There is a monthly minimum purchase of $70 per share, our monthly total was just over $70 but I don’t recall the specific amount. We decided to go with the following; two dozen eggs, two packages of party wings (20 ct. each), one whole chicken, one package of thighs (4 thighs), and two lbs of pork sausage. You get to pick your sausage flavors each month and there are other pork, and sometimes beef and lamb, products available at the pick up site. Their prices are very comparable to organic grocery prices and while I haven’t weighed anything I’m fairly certain that these birds are a bit larger than what I’ve found in the grocery store. The thighs were HUGE.
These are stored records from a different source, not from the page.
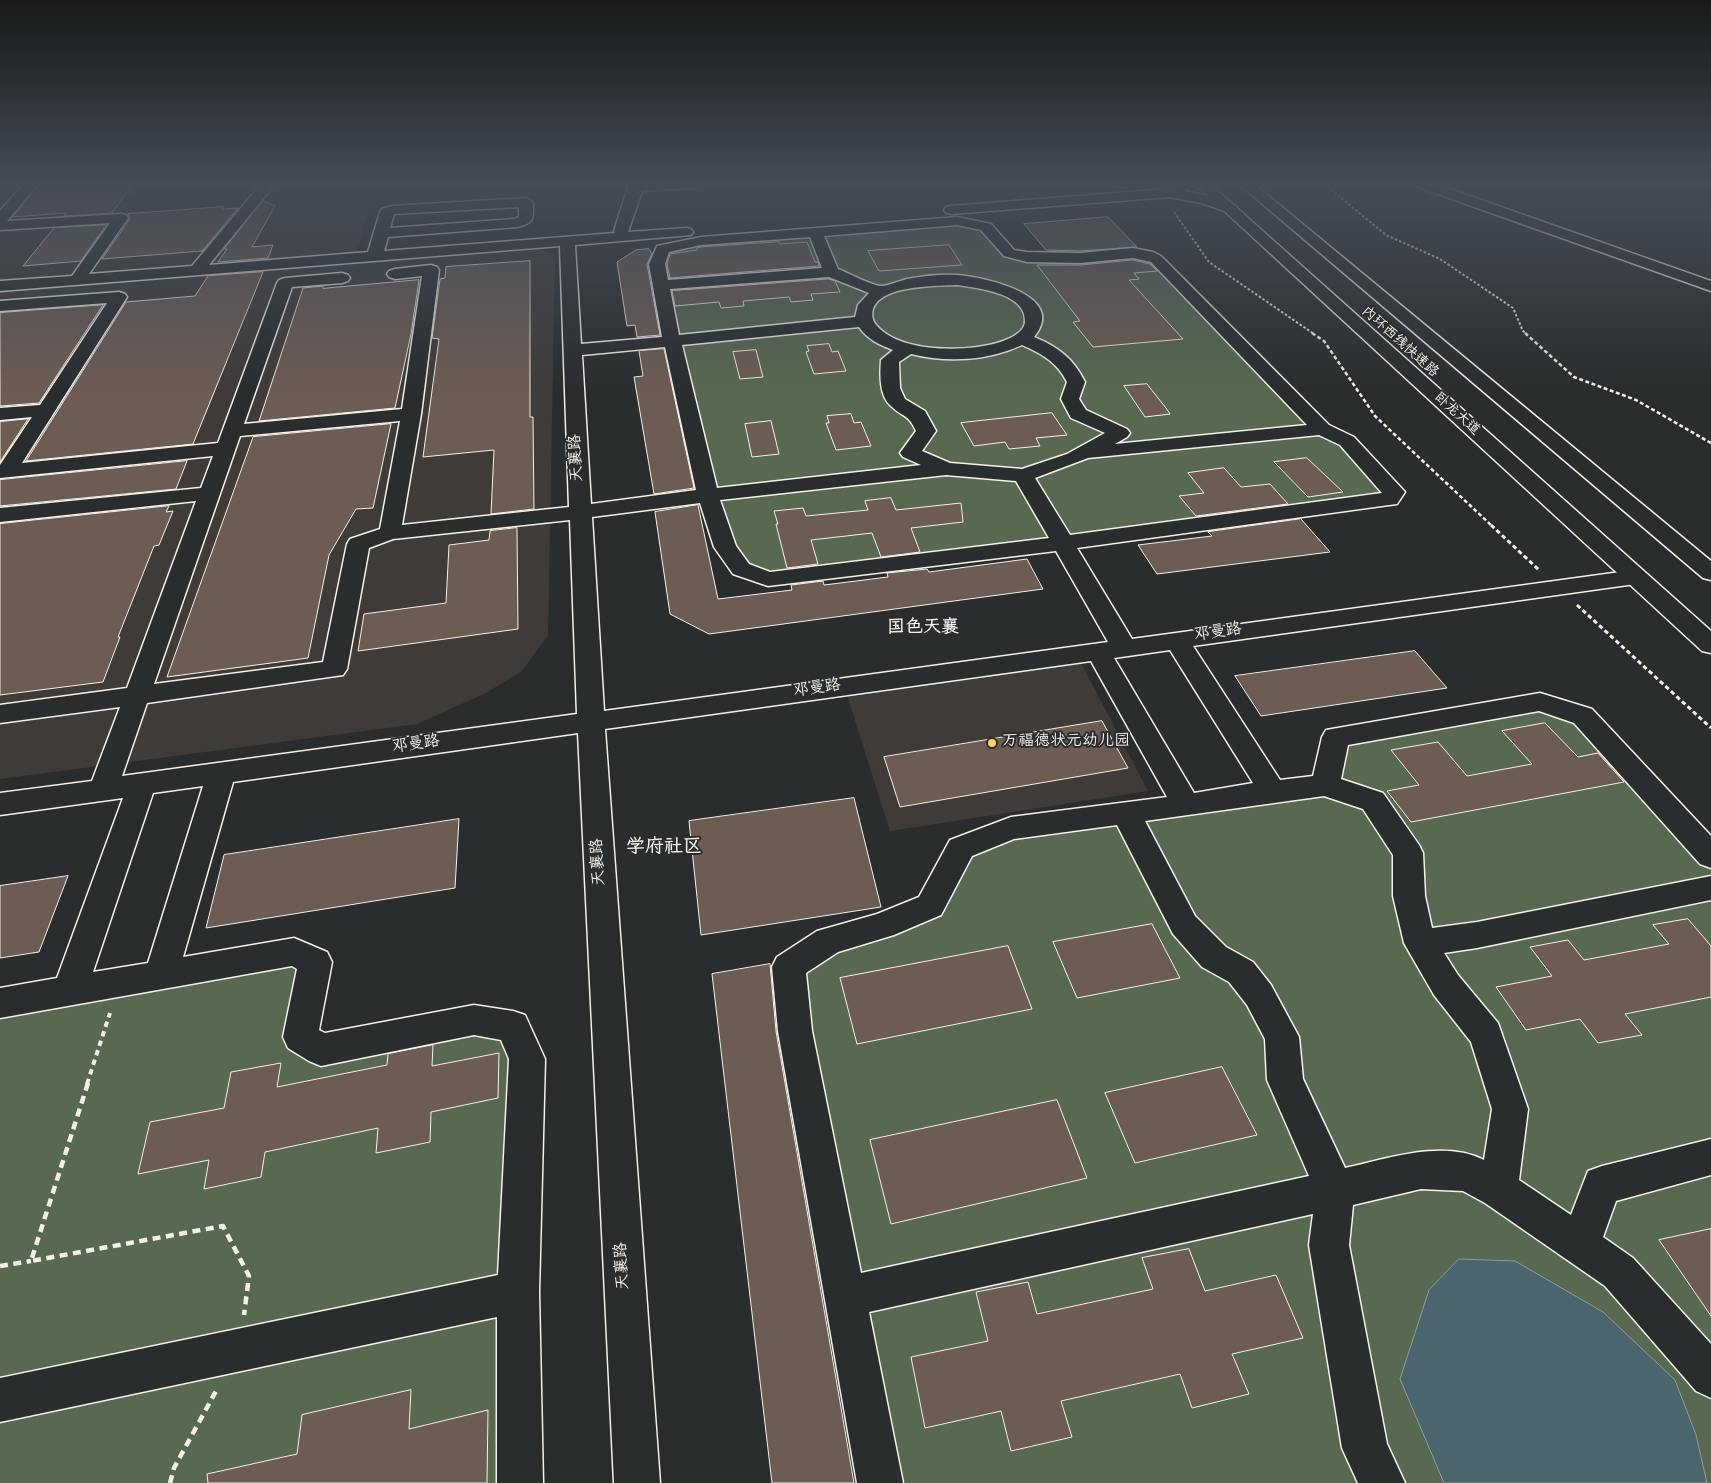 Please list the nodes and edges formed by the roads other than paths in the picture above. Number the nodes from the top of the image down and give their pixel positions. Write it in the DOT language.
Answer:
graph roads {
  1 [pos="96,253"];
  2 [pos="210,253"];
  3 [pos="411,253"];
  4 [pos="568,253"];
  5 [pos="661,253"];
  6 [pos="823,253"];
  7 [pos="1002,253"];
  8 [pos="1131,253"];
  9 [pos="1135,253"];
  10 [pos="1280,253"];
  11 [pos="1297,253"];
  12 [pos="1329,253"];
  13 [pos="1349,253"];
  14 [pos="1618,253"];
  15 [pos="375,256"];
  16 [pos="1008,264"];
  17 [pos="196,270"];
  18 [pos="831,272"];
  19 [pos="77,280"];
  20 [pos="984,284"];
  21 [pos="661,285"];
  22 [pos="0,286"];
  23 [pos="1711,286"];
  24 [pos="882,292"];
  25 [pos="0,306"];
  26 [pos="866,321"];
  27 [pos="1023,338"];
  28 [pos="672,341"];
  29 [pos="907,348"];
  30 [pos="573,350"];
  31 [pos="46,410"];
  32 [pos="0,414"];
  33 [pos="411,414"];
  34 [pos="1322,429"];
  35 [pos="229,440"];
  36 [pos="1082,454"];
  37 [pos="946,469"];
  38 [pos="3,472"];
  39 [pos="1023,475"];
  40 [pos="210,493"];
  41 [pos="708,495"];
  42 [pos="581,512"];
  43 [pos="0,515"];
  44 [pos="1688,531"];
  45 [pos="390,533"];
  46 [pos="1062,543"];
  47 [pos="1711,573"];
  48 [pos="1635,577"];
  49 [pos="1711,623"];
  50 [pos="1176,640"];
  51 [pos="1711,645"];
  52 [pos="1111,649"];
  53 [pos="137,697"];
  54 [pos="0,714"];
  55 [pos="591,722"];
  56 [pos="221,773"];
  57 [pos="142,784"];
  58 [pos="1325,785"];
  59 [pos="103,790"];
  60 [pos="1272,791"];
  61 [pos="0,804"];
  62 [pos="1186,805"];
  63 [pos="1126,813"];
  64 [pos="1711,856"];
  65 [pos="1711,888"];
  66 [pos="1420,943"];
  67 [pos="162,976"];
  68 [pos="69,992"];
  69 [pos="0,1003"];
  70 [pos="1711,1157"];
  71 [pos="1499,1189"];
  72 [pos="1335,1190"];
  73 [pos="1580,1245"];
  74 [pos="518,1292"];
  75 [pos="845,1297"];
  76 [pos="1711,1376"];
  77 [pos="0,1400"];
  78 [pos="520,1483"];
  79 [pos="636,1483"];
  80 [pos="880,1483"];
  81 [pos="1382,1483"];
  1 -- 19 [label="main road"];
  2 -- 17 [label="main road"];
  3 -- 15 [label="main road"];
  4 -- 30 [label="main road, 天襄路"];
  5 -- 21 [label="main road"];
  6 -- 18 [label="main road"];
  7 -- 16 [label="main road"];
  8 -- 16 [label="main road"];
  9 -- 34 [label="main road"];
  10 -- 48 [label="main road, 卧龙大道"];
  11 -- 49 [label="main road, 内环西线快速路"];
  12 -- 47 [label="main road, 内环西线快速路"];
  13 -- 44 [label="main road"];
  14 -- 23 [label="main road"];
  15 -- 17 [label="main road"];
  16 -- 20 [label="main road"];
  17 -- 19 [label="main road"];
  18 -- 21 [label="main road"];
  18 -- 24 [label="main road"];
  19 -- 22 [label="main road"];
  20 -- 24 [label="main road"];
  20 -- 27 [label="main road"];
  21 -- 28 [label="main road"];
  24 -- 26 [label="main road"];
  25 -- 31 [label="main road"];
  26 -- 28 [label="main road"];
  26 -- 29 [label="main road"];
  27 -- 29 [label="main road"];
  27 -- 36 [label="main road"];
  28 -- 30 [label="main road"];
  28 -- 41 [label="main road"];
  29 -- 37 [label="main road"];
  30 -- 42 [label="main road, 天襄路"];
  31 -- 32 [label="main road"];
  31 -- 38 [label="main road"];
  33 -- 35 [label="main road"];
  33 -- 35 [label="main road"];
  33 -- 45 [label="main road"];
  34 -- 36 [label="main road"];
  34 -- 46 [label="main road"];
  35 -- 38 [label="main road"];
  35 -- 40 [label="main road"];
  36 -- 39 [label="main road"];
  37 -- 39 [label="main road"];
  37 -- 41 [label="main road"];
  39 -- 46 [label="main road"];
  40 -- 43 [label="main road"];
  40 -- 53 [label="main road"];
  41 -- 42 [label="main road"];
  41 -- 46 [label="main road"];
  42 -- 45 [label="main road"];
  42 -- 55 [label="main road, 天襄路"];
  45 -- 53 [label="main road"];
  46 -- 52 [label="main road"];
  48 -- 50 [label="main road, 邓曼路"];
  48 -- 51 [label="main road, 卧龙大道"];
  50 -- 52 [label="main road, 邓曼路"];
  50 -- 60 [label="main road"];
  52 -- 55 [label="main road, 邓曼路"];
  52 -- 62 [label="main road"];
  53 -- 54 [label="main road"];
  53 -- 59 [label="main road"];
  55 -- 56 [label="main road, 邓曼路"];
  55 -- 79 [label="main road, 天襄路"];
  56 -- 57 [label="main road, 邓曼路"];
  56 -- 67 [label="main road"];
  57 -- 59 [label="main road, 邓曼路"];
  57 -- 68 [label="main road"];
  58 -- 60 [label="main road"];
  58 -- 64 [label="main road"];
  58 -- 66 [label="main road"];
  59 -- 61 [label="main road, 邓曼路"];
  60 -- 62 [label="main road"];
  62 -- 63 [label="main road"];
  63 -- 72 [label="main road"];
  63 -- 75 [label="main road"];
  65 -- 66 [label="main road"];
  66 -- 71 [label="main road"];
  67 -- 68 [label="main road"];
  67 -- 74 [label="main road"];
  68 -- 69 [label="main road"];
  70 -- 73 [label="main road"];
  71 -- 72 [label="main road"];
  71 -- 73 [label="main road"];
  72 -- 75 [label="main road"];
  72 -- 81 [label="main road"];
  73 -- 76 [label="main road"];
  74 -- 77 [label="main road"];
  74 -- 78 [label="main road"];
  75 -- 80 [label="main road"];
}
So far we love it. We’ve used all but one pack of party wings and one pack of sausage from June’s distribution. I dated all of the packages because we will inevitably get backed up at some point this season and we’ll have multiple packages of the same thing stowed in our freezer. Which isn’t really a problem because this will feed us for more than the 5 months that it’s being distributed. Overall this has gotten me excited for when I have the space for a giant freezer in which I can hoard all the locally sourced meat I could possibly want. For now, I take solace in knowing that the chickens lived a better life than most and were loved while they were with us.
I do plan to head up to the farm at some point this summer and I will most certainly share pictures when I do. But right now I’m going to pick up distribution number two before all the chorizo is gone.